The poor creature could not tell me any more, but fairly sobbed aloud. I tried to comfort her, saying that God had kindly allowed him to go to his wife in heaven, and to the good Blacks who had died before him, and who would be so glad to see her there. If only Walter and she would keep his counsels, they might yet see him again. She shook her head, and mournfully, and yet with bitterness, replied, "No one cares for the Natives' souls now that Father Clark is gone."

And now she has gone, and Walter has gone, and the Blacks are all gone but an old woman. Father Clark had gone to his rest before such blighting sorrow came. It is good to read of such a man as he. It is a relief to the harshness and selfishness of life to know such a man as he.
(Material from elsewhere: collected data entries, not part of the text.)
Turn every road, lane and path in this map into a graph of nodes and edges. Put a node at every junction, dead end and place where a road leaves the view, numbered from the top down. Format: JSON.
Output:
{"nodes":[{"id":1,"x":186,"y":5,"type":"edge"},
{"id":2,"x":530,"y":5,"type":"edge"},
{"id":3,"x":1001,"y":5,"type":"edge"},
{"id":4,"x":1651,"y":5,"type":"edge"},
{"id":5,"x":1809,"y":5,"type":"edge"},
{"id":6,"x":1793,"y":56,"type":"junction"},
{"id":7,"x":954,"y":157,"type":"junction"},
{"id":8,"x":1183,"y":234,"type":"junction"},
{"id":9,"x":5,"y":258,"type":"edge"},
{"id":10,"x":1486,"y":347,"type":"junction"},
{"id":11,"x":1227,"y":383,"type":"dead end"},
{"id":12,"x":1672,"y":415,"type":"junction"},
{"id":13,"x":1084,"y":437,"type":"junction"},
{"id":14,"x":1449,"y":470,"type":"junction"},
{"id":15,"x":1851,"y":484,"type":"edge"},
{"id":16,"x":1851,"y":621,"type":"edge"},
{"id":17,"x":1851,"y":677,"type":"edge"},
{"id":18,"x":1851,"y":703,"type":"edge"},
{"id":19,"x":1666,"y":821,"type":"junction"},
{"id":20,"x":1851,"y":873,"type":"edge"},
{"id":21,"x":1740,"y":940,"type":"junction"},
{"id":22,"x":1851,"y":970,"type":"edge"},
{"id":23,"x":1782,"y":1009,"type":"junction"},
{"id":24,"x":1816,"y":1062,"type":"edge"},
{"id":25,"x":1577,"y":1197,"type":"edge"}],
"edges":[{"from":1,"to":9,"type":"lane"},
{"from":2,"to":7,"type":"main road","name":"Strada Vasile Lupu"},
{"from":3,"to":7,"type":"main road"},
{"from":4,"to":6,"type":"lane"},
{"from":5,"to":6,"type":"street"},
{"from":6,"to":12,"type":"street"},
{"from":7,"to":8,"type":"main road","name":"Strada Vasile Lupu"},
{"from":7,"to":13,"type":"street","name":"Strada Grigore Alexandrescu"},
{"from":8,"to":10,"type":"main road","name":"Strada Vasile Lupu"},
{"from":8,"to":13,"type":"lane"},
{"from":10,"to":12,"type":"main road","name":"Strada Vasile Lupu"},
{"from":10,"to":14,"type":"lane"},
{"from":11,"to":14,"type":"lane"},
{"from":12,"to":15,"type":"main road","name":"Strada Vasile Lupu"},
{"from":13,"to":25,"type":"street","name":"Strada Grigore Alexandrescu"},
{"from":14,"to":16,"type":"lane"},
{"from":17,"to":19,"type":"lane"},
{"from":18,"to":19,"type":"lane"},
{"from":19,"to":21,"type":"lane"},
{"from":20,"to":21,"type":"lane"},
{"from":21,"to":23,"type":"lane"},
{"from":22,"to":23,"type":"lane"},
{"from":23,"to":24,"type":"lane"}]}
It would be a blessing to the world if more would live his life and die his death, even should clouds dim the horizon of hope.

I proceed now with a brief notice of the Natives on the station at my visit in 1859.

Old Sophia, then apparently over sixty years of age, had white hair, and the most monkey-like face I ever saw upon a human being. The projection of the lower jaw and the low cast of countenance denoted an inferior physique. She was born on Bruni Island, and had given birth to two children. A troop of mangy dogs accompanied their aged mistress, who held forth long harangues to the curs, that answered in snapping barks of recognition. Two of them lay in her wretched bed with her, to keep her back warm, as she told me.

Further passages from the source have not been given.